> What you need to do
Across the entries that follow, tally every line holding the word "Luiz" and reply with the count alone.

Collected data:
============

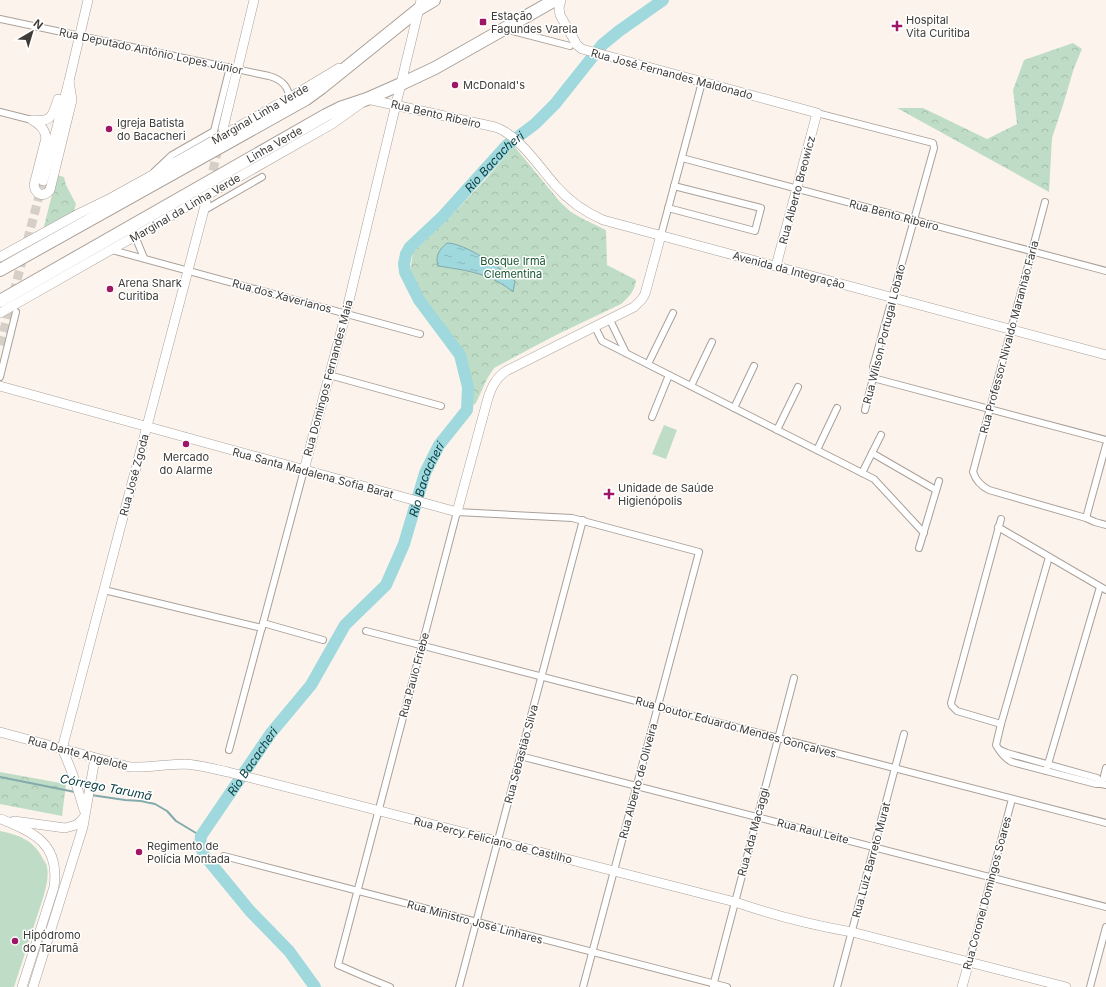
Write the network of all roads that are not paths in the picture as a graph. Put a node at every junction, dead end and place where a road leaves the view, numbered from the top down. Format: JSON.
{"nodes":[{"id":1,"x":88,"y":0,"type":"edge"},
{"id":2,"x":254,"y":0,"type":"edge"},
{"id":3,"x":434,"y":0,"type":"edge"},
{"id":4,"x":555,"y":0,"type":"edge"},
{"id":5,"x":562,"y":0,"type":"edge"},
{"id":6,"x":420,"y":4,"type":"edge"},
{"id":7,"x":0,"y":19,"type":"edge"},
{"id":8,"x":505,"y":29,"type":"junction"},
{"id":9,"x":79,"y":36,"type":"junction"},
{"id":10,"x":570,"y":46,"type":"dead end"},
{"id":11,"x":370,"y":49,"type":"junction"},
{"id":12,"x":234,"y":68,"type":"junction"},
{"id":13,"x":69,"y":81,"type":"junction"},
{"id":14,"x":702,"y":82,"type":"junction"},
{"id":15,"x":401,"y":84,"type":"junction"},
{"id":16,"x":289,"y":98,"type":"junction"},
{"id":17,"x":367,"y":99,"type":"junction"},
{"id":18,"x":396,"y":105,"type":"junction"},
{"id":19,"x":0,"y":112,"type":"edge"},
{"id":20,"x":817,"y":113,"type":"junction"},
{"id":21,"x":32,"y":120,"type":"junction"},
{"id":22,"x":223,"y":129,"type":"dead end"},
{"id":23,"x":504,"y":130,"type":"joint"},
{"id":24,"x":682,"y":158,"type":"junction"},
{"id":25,"x":149,"y":177,"type":"junction"},
{"id":26,"x":262,"y":177,"type":"dead end"},
{"id":27,"x":43,"y":181,"type":"tunnel mouth"},
{"id":28,"x":674,"y":186,"type":"junction"},
{"id":29,"x":797,"y":189,"type":"junction"},
{"id":30,"x":1046,"y":202,"type":"dead end"},
{"id":31,"x":205,"y":206,"type":"joint"},
{"id":32,"x":668,"y":208,"type":"junction"},
{"id":33,"x":914,"y":220,"type":"junction"},
{"id":34,"x":661,"y":235,"type":"junction"},
{"id":35,"x":135,"y":236,"type":"junction"},
{"id":36,"x":112,"y":250,"type":"junction"},
{"id":37,"x":1032,"y":252,"type":"junction"},
{"id":38,"x":0,"y":257,"type":"edge"},
{"id":39,"x":144,"y":258,"type":"junction"},
{"id":40,"x":776,"y":266,"type":"junction"},
{"id":41,"x":0,"y":270,"type":"edge"},
{"id":42,"x":188,"y":270,"type":"junction"},
{"id":43,"x":1106,"y":271,"type":"edge"},
{"id":44,"x":892,"y":298,"type":"junction"},
{"id":45,"x":0,"y":301,"type":"edge"},
{"id":46,"x":16,"y":312,"type":"dead end"},
{"id":47,"x":0,"y":313,"type":"edge"},
{"id":48,"x":346,"y":313,"type":"junction"},
{"id":49,"x":672,"y":313,"type":"dead end"},
{"id":50,"x":610,"y":320,"type":"junction"},
{"id":51,"x":596,"y":327,"type":"junction"},
{"id":52,"x":1011,"y":330,"type":"junction"},
{"id":53,"x":420,"y":334,"type":"dead end"},
{"id":54,"x":712,"y":342,"type":"dead end"},
{"id":55,"x":626,"y":353,"type":"junction"},
{"id":56,"x":1106,"y":355,"type":"edge"},
{"id":57,"x":648,"y":364,"type":"junction"},
{"id":58,"x":754,"y":366,"type":"dead end"},
{"id":59,"x":669,"y":374,"type":"junction"},
{"id":60,"x":329,"y":375,"type":"junction"},
{"id":61,"x":0,"y":377,"type":"edge"},
{"id":62,"x":873,"y":378,"type":"junction"},
{"id":63,"x":0,"y":386,"type":"edge"},
{"id":64,"x":691,"y":386,"type":"junction"},
{"id":65,"x":798,"y":387,"type":"dead end"},
{"id":66,"x":440,"y":406,"type":"dead end"},
{"id":67,"x":734,"y":408,"type":"junction"},
{"id":68,"x":837,"y":408,"type":"dead end"},
{"id":69,"x":990,"y":409,"type":"junction"},
{"id":70,"x":865,"y":410,"type":"dead end"},
{"id":71,"x":652,"y":417,"type":"dead end"},
{"id":72,"x":147,"y":427,"type":"junction"},
{"id":73,"x":777,"y":430,"type":"junction"},
{"id":74,"x":881,"y":434,"type":"dead end"},
{"id":75,"x":1106,"y":440,"type":"edge"},
{"id":76,"x":1106,"y":445,"type":"edge"},
{"id":77,"x":817,"y":450,"type":"junction"},
{"id":78,"x":872,"y":453,"type":"junction"},
{"id":79,"x":304,"y":470,"type":"junction"},
{"id":80,"x":862,"y":474,"type":"junction"},
{"id":81,"x":939,"y":481,"type":"dead end"},
{"id":82,"x":936,"y":490,"type":"junction"},
{"id":83,"x":457,"y":512,"type":"junction"},
{"id":84,"x":1086,"y":518,"type":"junction"},
{"id":85,"x":1001,"y":519,"type":"dead end"},
{"id":86,"x":583,"y":520,"type":"junction"},
{"id":87,"x":1106,"y":525,"type":"edge"},
{"id":88,"x":998,"y":527,"type":"junction"},
{"id":89,"x":924,"y":533,"type":"junction"},
{"id":90,"x":919,"y":548,"type":"dead end"},
{"id":91,"x":699,"y":552,"type":"joint"},
{"id":92,"x":1049,"y":557,"type":"junction"},
{"id":93,"x":1100,"y":587,"type":"junction"},
{"id":94,"x":104,"y":590,"type":"junction"},
{"id":95,"x":1106,"y":590,"type":"edge"},
{"id":96,"x":262,"y":626,"type":"junction"},
{"id":97,"x":366,"y":631,"type":"dead end"},
{"id":98,"x":323,"y":640,"type":"dead end"},
{"id":99,"x":422,"y":646,"type":"junction"},
{"id":100,"x":541,"y":677,"type":"junction"},
{"id":101,"x":794,"y":678,"type":"dead end"},
{"id":102,"x":658,"y":707,"type":"junction"},
{"id":103,"x":1001,"y":724,"type":"junction"},
{"id":104,"x":0,"y":732,"type":"edge"},
{"id":105,"x":904,"y":734,"type":"dead end"},
{"id":106,"x":778,"y":738,"type":"junction"},
{"id":107,"x":62,"y":749,"type":"junction"},
{"id":108,"x":998,"y":749,"type":"junction"},
{"id":109,"x":229,"y":750,"type":"dead end"},
{"id":110,"x":520,"y":756,"type":"junction"},
{"id":111,"x":96,"y":758,"type":"junction"},
{"id":112,"x":1048,"y":764,"type":"junction"},
{"id":113,"x":1106,"y":768,"type":"edge"},
{"id":114,"x":895,"y":769,"type":"junction"},
{"id":115,"x":1046,"y":771,"type":"junction"},
{"id":116,"x":251,"y":777,"type":"joint"},
{"id":117,"x":1104,"y":785,"type":"edge"},
{"id":118,"x":637,"y":786,"type":"junction"},
{"id":119,"x":1012,"y":799,"type":"junction"},
{"id":120,"x":84,"y":801,"type":"junction"},
{"id":121,"x":379,"y":810,"type":"junction"},
{"id":122,"x":84,"y":815,"type":"junction"},
{"id":123,"x":758,"y":817,"type":"junction"},
{"id":124,"x":1,"y":819,"type":"edge"},
{"id":125,"x":1106,"y":823,"type":"edge"},
{"id":126,"x":498,"y":841,"type":"junction"},
{"id":127,"x":874,"y":847,"type":"junction"},
{"id":128,"x":224,"y":856,"type":"dead end"},
{"id":129,"x":614,"y":871,"type":"junction"},
{"id":130,"x":991,"y":877,"type":"junction"},
{"id":131,"x":358,"y":891,"type":"junction"},
{"id":132,"x":735,"y":902,"type":"junction"},
{"id":133,"x":1106,"y":907,"type":"edge"},
{"id":134,"x":476,"y":922,"type":"junction"},
{"id":135,"x":1106,"y":927,"type":"edge"},
{"id":136,"x":852,"y":932,"type":"junction"},
{"id":137,"x":593,"y":952,"type":"junction"},
{"id":138,"x":968,"y":962,"type":"junction"},
{"id":139,"x":713,"y":985,"type":"edge"},
{"id":140,"x":22,"y":987,"type":"edge"},
{"id":141,"x":33,"y":987,"type":"edge"},
{"id":142,"x":390,"y":987,"type":"edge"},
{"id":143,"x":459,"y":987,"type":"edge"},
{"id":144,"x":584,"y":987,"type":"edge"},
{"id":145,"x":727,"y":987,"type":"edge"},
{"id":146,"x":837,"y":987,"type":"edge"},
{"id":147,"x":962,"y":987,"type":"edge"},
{"id":148,"x":1066,"y":987,"type":"edge"},
{"id":149,"x":1090,"y":987,"type":"edge"}],
"edges":[{"from":1,"to":9,"type":"main road"},
{"from":2,"to":12,"type":"main road"},
{"from":3,"to":6,"type":"highway","name":"Linha Verde"},
{"from":4,"to":8,"type":"highway","name":"Linha Verde"},
{"from":5,"to":14,"type":"main road","name":"Rua José Fernandes Maldonado"},
{"from":6,"to":11,"type":"highway","name":"Linha Verde"},
{"from":6,"to":15,"type":"main road","name":"Rua Domingos Fernandes Maia"},
{"from":7,"to":9,"type":"street","name":"Rua Deputado Antônio Lopes Júnior"},
{"from":8,"to":10,"type":"street"},
{"from":8,"to":15,"type":"highway","name":"Linha Verde"},
{"from":9,"to":12,"type":"street","name":"Rua Deputado Antônio Lopes Júnior"},
{"from":9,"to":13,"type":"main road"},
{"from":11,"to":16,"type":"main road","name":"Marginal Linha Verde"},
{"from":11,"to":41,"type":"highway","name":"Linha Verde"},
{"from":12,"to":16,"type":"street","name":"Rua Deputado Antônio Lopes Júnior"},
{"from":12,"to":22,"type":"main road"},
{"from":12,"to":25,"type":"street"},
{"from":13,"to":21,"type":"main road"},
{"from":13,"to":21,"type":"main road"},
{"from":13,"to":27,"type":"main road"},
{"from":14,"to":20,"type":"main road","name":"Rua José Fernandes Maldonado"},
{"from":14,"to":24,"type":"street"},
{"from":15,"to":17,"type":"highway","name":"Linha Verde"},
{"from":15,"to":18,"type":"main road","name":"Rua Domingos Fernandes Maia"},
{"from":16,"to":25,"type":"main road","name":"Marginal Linha Verde"},
{"from":17,"to":18,"type":"main road","name":"Rua Bento Ribeiro"},
{"from":17,"to":35,"type":"main road","name":"Marginal da Linha Verde"},
{"from":17,"to":45,"type":"highway","name":"Linha Verde"},
{"from":18,"to":23,"type":"main road","name":"Rua Bento Ribeiro"},
{"from":18,"to":48,"type":"main road","name":"Rua Domingos Fernandes Maia"},
{"from":19,"to":21,"type":"street"},
{"from":20,"to":29,"type":"main road","name":"Rua Alberto Breowicz"},
{"from":20,"to":33,"type":"street","name":"Rua Wilson Portugal Lobato"},
{"from":23,"to":34,"type":"main road","name":"Avenida da Integração"},
{"from":24,"to":28,"type":"street"},
{"from":24,"to":29,"type":"street","name":"Rua Bento Ribeiro"},
{"from":25,"to":38,"type":"main road"},
{"from":26,"to":31,"type":"street"},
{"from":28,"to":32,"type":"street"},
{"from":28,"to":32,"type":"street"},
{"from":29,"to":33,"type":"street","name":"Rua Bento Ribeiro"},
{"from":29,"to":40,"type":"main road","name":"Rua Alberto Breowicz"},
{"from":30,"to":37,"type":"street","name":"Rua Professor Nivaldo Maranhão Faria"},
{"from":31,"to":42,"type":"main road","name":"Rua José Zgoda"},
{"from":32,"to":34,"type":"street"},
{"from":33,"to":37,"type":"street","name":"Rua Bento Ribeiro"},
{"from":33,"to":44,"type":"street","name":"Rua Wilson Portugal Lobato"},
{"from":34,"to":40,"type":"main road","name":"Avenida da Integração"},
{"from":34,"to":50,"type":"main road"},
{"from":35,"to":36,"type":"main road","name":"Marginal da Linha Verde"},
{"from":35,"to":39,"type":"street"},
{"from":36,"to":39,"type":"street","name":"Rua dos Xaverianos"},
{"from":36,"to":47,"type":"main road","name":"Marginal da Linha Verde"},
{"from":37,"to":43,"type":"street","name":"Rua Bento Ribeiro"},
{"from":37,"to":52,"type":"street","name":"Rua Professor Nivaldo Maranhão Faria"},
{"from":39,"to":42,"type":"street","name":"Rua dos Xaverianos"},
{"from":40,"to":44,"type":"main road","name":"Avenida da Integração"},
{"from":42,"to":48,"type":"street","name":"Rua dos Xaverianos"},
{"from":42,"to":72,"type":"main road","name":"Rua José Zgoda"},
{"from":44,"to":52,"type":"main road","name":"Avenida da Integração"},
{"from":44,"to":62,"type":"street","name":"Rua Wilson Portugal Lobato"},
{"from":46,"to":61,"type":"street"},
{"from":48,"to":53,"type":"street","name":"Rua dos Xaverianos"},
{"from":48,"to":60,"type":"main road","name":"Rua Domingos Fernandes Maia"},
{"from":49,"to":57,"type":"street"},
{"from":50,"to":51,"type":"main road"},
{"from":50,"to":55,"type":"street"},
{"from":51,"to":55,"type":"street"},
{"from":51,"to":83,"type":"main road","name":"Rua Paulo Friebe"},
{"from":52,"to":56,"type":"main road","name":"Avenida da Integração"},
{"from":52,"to":69,"type":"street","name":"Rua Professor Nivaldo Maranhão Faria"},
{"from":54,"to":64,"type":"street"},
{"from":55,"to":57,"type":"street"},
{"from":57,"to":59,"type":"street"},
{"from":58,"to":67,"type":"street"},
{"from":59,"to":64,"type":"street"},
{"from":59,"to":71,"type":"street"},
{"from":60,"to":66,"type":"street"},
{"from":60,"to":79,"type":"main road","name":"Rua Domingos Fernandes Maia"},
{"from":62,"to":69,"type":"street"},
{"from":62,"to":70,"type":"street","name":"Rua Wilson Portugal Lobato"},
{"from":63,"to":72,"type":"main road","name":"Rua Santa Madalena Sofia Barat"},
{"from":64,"to":67,"type":"street"},
{"from":65,"to":73,"type":"street"},
{"from":67,"to":73,"type":"street"},
{"from":68,"to":77,"type":"street"},
{"from":69,"to":75,"type":"street"},
{"from":69,"to":84,"type":"street","name":"Rua Professor Nivaldo Maranhão Faria"},
{"from":72,"to":79,"type":"main road","name":"Rua Santa Madalena Sofia Barat"},
{"from":72,"to":94,"type":"main road","name":"Rua José Zgoda"},
{"from":73,"to":77,"type":"street"},
{"from":74,"to":78,"type":"street"},
{"from":76,"to":84,"type":"street"},
{"from":77,"to":80,"type":"street"},
{"from":78,"to":80,"type":"street"},
{"from":78,"to":82,"type":"street"},
{"from":79,"to":83,"type":"main road","name":"Rua Santa Madalena Sofia Barat"},
{"from":79,"to":96,"type":"street","name":"Rua Domingos Fernandes Maia"},
{"from":80,"to":89,"type":"street"},
{"from":81,"to":82,"type":"street"},
{"from":82,"to":89,"type":"street"},
{"from":83,"to":86,"type":"street","name":"Rua Santa Madalena Sofia Barat"},
{"from":83,"to":99,"type":"street","name":"Rua Paulo Friebe"},
{"from":84,"to":87,"type":"street"},
{"from":85,"to":88,"type":"street"},
{"from":86,"to":91,"type":"street","name":"Rua Santa Madalena Sofia Barat"},
{"from":86,"to":100,"type":"street","name":"Rua Sebastião Silva"},
{"from":88,"to":92,"type":"street"},
{"from":88,"to":103,"type":"street"},
{"from":89,"to":90,"type":"street"},
{"from":91,"to":102,"type":"street","name":"Rua Alberto de Oliveira"},
{"from":92,"to":93,"type":"street"},
{"from":92,"to":103,"type":"street"},
{"from":93,"to":95,"type":"street"},
{"from":93,"to":112,"type":"street"},
{"from":94,"to":96,"type":"street"},
{"from":94,"to":107,"type":"main road","name":"Rua José Zgoda"},
{"from":96,"to":98,"type":"street"},
{"from":96,"to":109,"type":"street","name":"Rua Domingos Fernandes Maia"},
{"from":97,"to":99,"type":"street","name":"Rua Doutor Eduardo Mendes Gonçalves"},
{"from":99,"to":100,"type":"street","name":"Rua Doutor Eduardo Mendes Gonçalves"},
{"from":99,"to":121,"type":"street","name":"Rua Paulo Friebe"},
{"from":100,"to":102,"type":"street","name":"Rua Doutor Eduardo Mendes Gonçalves"},
{"from":100,"to":110,"type":"street","name":"Rua Sebastião Silva"},
{"from":101,"to":106,"type":"street","name":"Rua Ada Macaggi"},
{"from":102,"to":106,"type":"street","name":"Rua Doutor Eduardo Mendes Gonçalves"},
{"from":102,"to":118,"type":"street","name":"Rua Alberto de Oliveira"},
{"from":103,"to":108,"type":"street"},
{"from":104,"to":107,"type":"main road","name":"Rua Dante Angelote"},
{"from":105,"to":114,"type":"street","name":"Rua Luiz Barreto Murat"},
{"from":106,"to":114,"type":"street","name":"Rua Doutor Eduardo Mendes Gonçalves"},
{"from":106,"to":123,"type":"street","name":"Rua Ada Macaggi"},
{"from":107,"to":111,"type":"main road","name":"Rua Dante Angelote"},
{"from":107,"to":120,"type":"main road"},
{"from":108,"to":112,"type":"street"},
{"from":108,"to":115,"type":"street"},
{"from":110,"to":118,"type":"street","name":"Rua Raul Leite"},
{"from":110,"to":126,"type":"street","name":"Rua Sebastião Silva"},
{"from":111,"to":116,"type":"main road","name":"Rua Dante Angelote"},
{"from":111,"to":120,"type":"main road"},
{"from":112,"to":115,"type":"street"},
{"from":112,"to":117,"type":"street"},
{"from":113,"to":117,"type":"street"},
{"from":114,"to":119,"type":"street","name":"Rua Doutor Eduardo Mendes Gonçalves"},
{"from":114,"to":127,"type":"street","name":"Rua Luiz Barreto Murat"},
{"from":115,"to":117,"type":"street"},
{"from":116,"to":121,"type":"main road","name":"Rua Percy Feliciano de Castilho"},
{"from":118,"to":123,"type":"street","name":"Rua Raul Leite"},
{"from":118,"to":129,"type":"street","name":"Rua Alberto de Oliveira"},
{"from":119,"to":125,"type":"street","name":"Rua Doutor Eduardo Mendes Gonçalves"},
{"from":119,"to":130,"type":"street","name":"Rua Coronel Domingos Soares"},
{"from":120,"to":122,"type":"main road"},
{"from":121,"to":126,"type":"main road","name":"Rua Percy Feliciano de Castilho"},
{"from":121,"to":131,"type":"street","name":"Rua Paulo Friebe"},
{"from":122,"to":124,"type":"main road"},
{"from":122,"to":141,"type":"main road"},
{"from":123,"to":127,"type":"street","name":"Rua Raul Leite"},
{"from":123,"to":132,"type":"street","name":"Rua Ada Macaggi"},
{"from":124,"to":140,"type":"main road"},
{"from":126,"to":129,"type":"main road","name":"Rua Percy Feliciano de Castilho"},
{"from":126,"to":134,"type":"street","name":"Rua Sebastião Silva"},
{"from":127,"to":130,"type":"street","name":"Rua Raul Leite"},
{"from":127,"to":136,"type":"street","name":"Rua Luiz Barreto Murat"},
{"from":128,"to":131,"type":"street","name":"Rua Ministro José Linhares"},
{"from":129,"to":132,"type":"main road","name":"Rua Percy Feliciano de Castilho"},
{"from":129,"to":137,"type":"street","name":"Rua Alberto de Oliveira"},
{"from":130,"to":133,"type":"street","name":"Rua Raul Leite"},
{"from":130,"to":138,"type":"street","name":"Rua Coronel Domingos Soares"},
{"from":131,"to":134,"type":"street","name":"Rua Ministro José Linhares"},
{"from":131,"to":142,"type":"street","name":"Rua Paulo Friebe"},
{"from":132,"to":136,"type":"main road","name":"Rua Percy Feliciano de Castilho"},
{"from":132,"to":139,"type":"street","name":"Rua Ada Macaggi"},
{"from":134,"to":137,"type":"street","name":"Rua Ministro José Linhares"},
{"from":134,"to":143,"type":"street","name":"Rua Sebastião Silva"},
{"from":135,"to":149,"type":"street"},
{"from":136,"to":138,"type":"main road","name":"Rua Percy Feliciano de Castilho"},
{"from":136,"to":146,"type":"street","name":"Rua Luiz Barreto Murat"},
{"from":137,"to":139,"type":"street","name":"Rua Ministro José Linhares"},
{"from":137,"to":144,"type":"street","name":"Rua Alberto de Oliveira"},
{"from":138,"to":147,"type":"main road","name":"Rua Coronel Domingos Soares"},
{"from":138,"to":148,"type":"main road","name":"Rua Percy Feliciano de Castilho"},
{"from":139,"to":145,"type":"street","name":"Rua Ministro José Linhares"}]}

============

> Response
4